Hetzelfde overwoog de rechter ten aanzien van het verbod op het dragen van een tongpiercing: „Hoewel er wel enig begrip bestaat voor het standpunt dat het dragen van een tongpiercing door de klanten van gedaagde mogelijk niet wordt gewaardeerd, levert noch het dragen ervan, noch de weigering om de piercing te verwijderen een dringende reden voor ontslag op staande voet op.”
Uit de rechtspraak blijkt dat de aard van de functie van betekenis kan zijn. Wanneer een werknemer een representatieve functie in het bedrijf vervult (een baliemedewerker, een vertegenwoordiger), kunnen verdergaande eisen ten aanzien van het uiterlijk worden gesteld dan bij een productiemedewerker die niet of nauwelijks in contact met cliënten komt.

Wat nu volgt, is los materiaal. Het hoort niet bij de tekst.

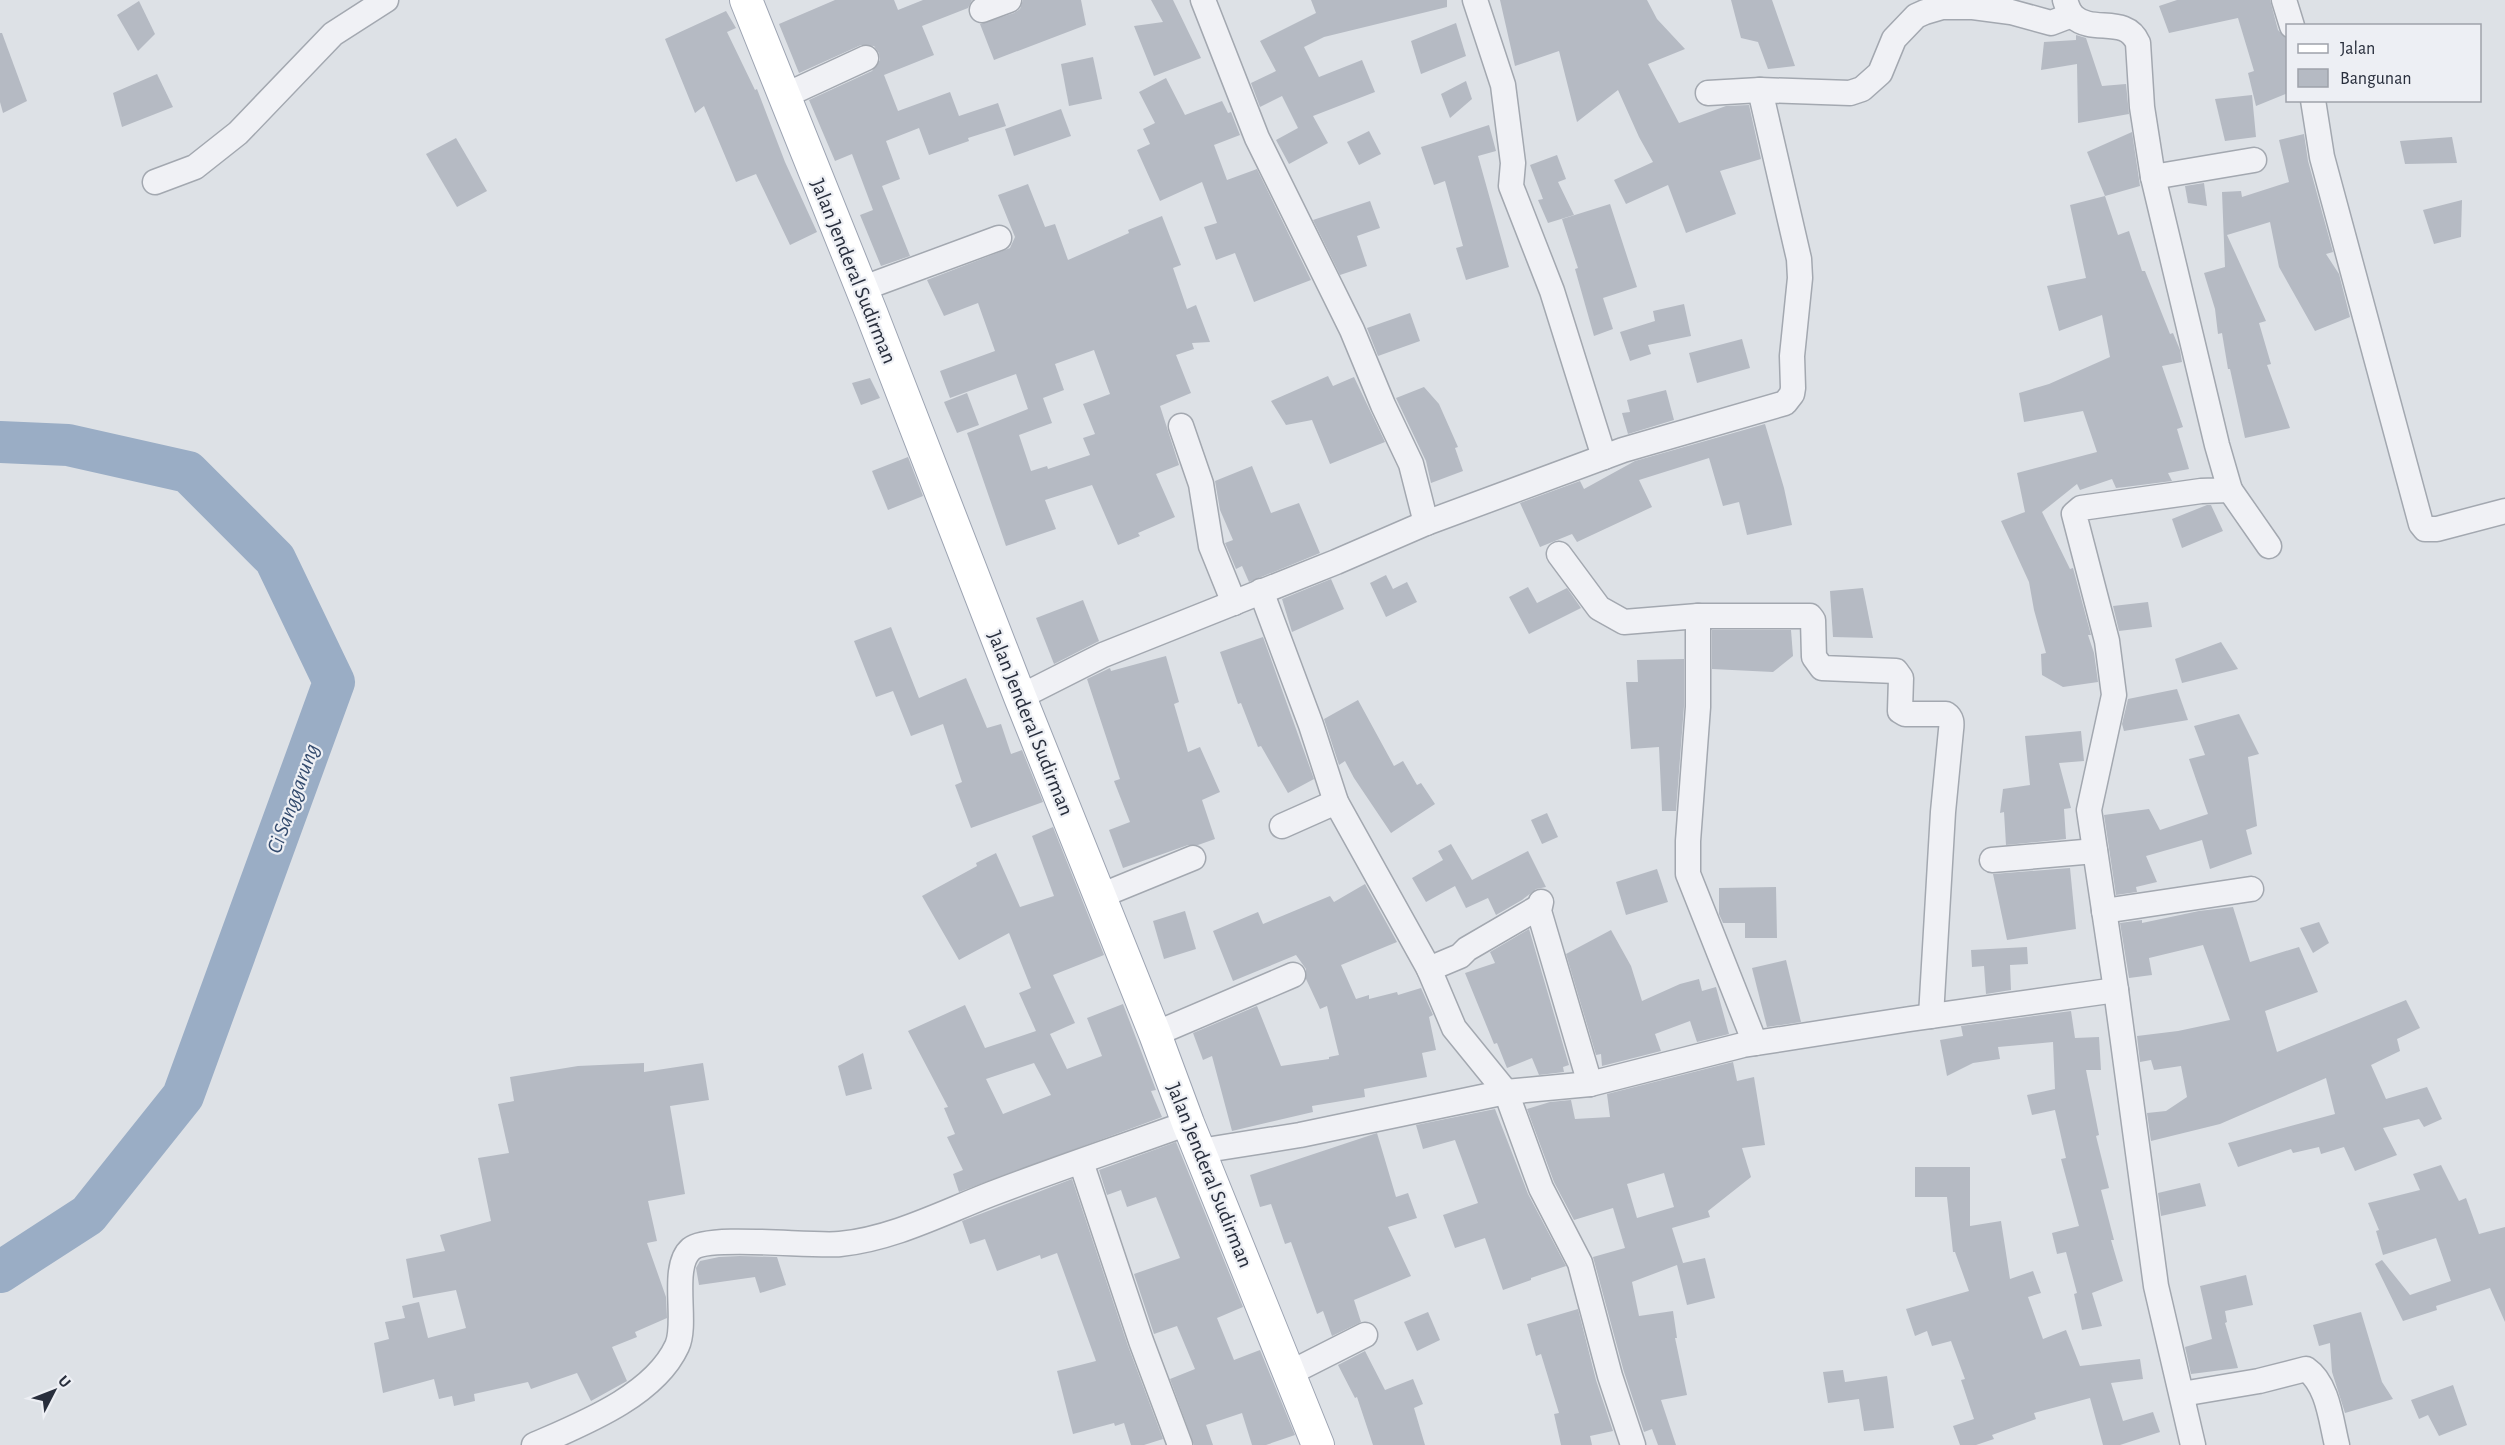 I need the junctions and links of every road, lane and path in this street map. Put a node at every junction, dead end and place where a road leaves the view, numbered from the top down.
1 (386, 0) edge
2 (746, 0) edge
3 (1009, 0) edge
4 (1203, 0) edge
5 (1475, 0) edge
6 (2284, 0) edge
7 (2068, 8) edge
8 (982, 10) dead end
9 (2291, 24) edge
10 (866, 58) dead end
11 (1760, 90) junction
12 (1708, 93) dead end
13 (784, 96) junction
14 (2313, 102) edge
15 (2254, 160) dead end
16 (2153, 177) junction
17 (155, 182) dead end
18 (999, 238) dead end
19 (861, 289) junction
20 (1181, 426) dead end
21 (1604, 457) junction
22 (2230, 490) junction
23 (2505, 511) edge
24 (1426, 523) junction
25 (2269, 546) dead end
26 (1560, 554) dead end
27 (1262, 591) junction
28 (1234, 603) junction
29 (1698, 616) junction
30 (1020, 697) junction
31 (1336, 802) junction
32 (1282, 826) dead end
33 (2095, 851) junction
34 (1193, 858) dead end
35 (1992, 860) dead end
36 (2251, 889) dead end
37 (1100, 896) junction
38 (2104, 911) junction
39 (1429, 969) junction
40 (1293, 975) dead end
41 (2116, 990) junction
42 (1931, 1016) junction
43 (1155, 1034) junction
44 (1755, 1043) junction
45 (1590, 1084) junction
46 (1506, 1092) junction
47 (1194, 1137) junction
48 (1081, 1162) junction
49 (1365, 1335) dead end
50 (1290, 1373) junction
51 (2182, 1394) junction
52 (534, 1445) edge
53 (1180, 1445) edge
54 (1318, 1445) edge
55 (1633, 1445) edge
56 (2193, 1445) edge
57 (2337, 1445) edge

1 - 17 street
2 - 13 main road, Jalan Jenderal Sudirman
3 - 8 street
4 - 24 street
5 - 21 street
6 - 9 street
7 - 11 street
7 - 16 street
10 - 13 street
11 - 12 street
11 - 21 street
13 - 19 main road, Jalan Jenderal Sudirman
14 - 23 street
15 - 16 street
16 - 22 street
18 - 19 street
19 - 30 main road, Jalan Jenderal Sudirman
20 - 28 street
21 - 24 street
22 - 25 street
22 - 33 street
24 - 27 street
26 - 29 street
27 - 28 street
27 - 31 street
28 - 30 street
29 - 42 street
29 - 44 street
30 - 37 main road, Jalan Jenderal Sudirman
31 - 32 street
31 - 39 street
33 - 35 street
33 - 38 street
34 - 37 street
36 - 38 street
37 - 43 main road, Jalan Jenderal Sudirman
38 - 41 street
39 - 45 street
39 - 46 street
40 - 43 street
41 - 42 street
41 - 51 street
42 - 44 street
43 - 47 main road, Jalan Jenderal Sudirman
44 - 45 street
45 - 46 street
46 - 47 street
46 - 55 street
47 - 48 street
47 - 50 main road, Jalan Jenderal Sudirman
48 - 52 street
48 - 53 street
49 - 50 street
50 - 54 main road, Jalan Jenderal Sudirman
51 - 56 street
51 - 57 street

Ook het motief van een werknemer om zich op bepaalde wijze te kleden kan van zwaarwegend belang zijn. Wanneer het dragen van bijvoorbeeld een hoofddoek (islam) of rok (reformatorische gezindte) wordt ingegeven door religieuze motieven, weegt het belang van de werknemer -dat immers een grondrecht raakt- in de regel zwaarder dan het belang van de werkgever. De werkgever zal het hoofddoekje of de rok moeten accepteren.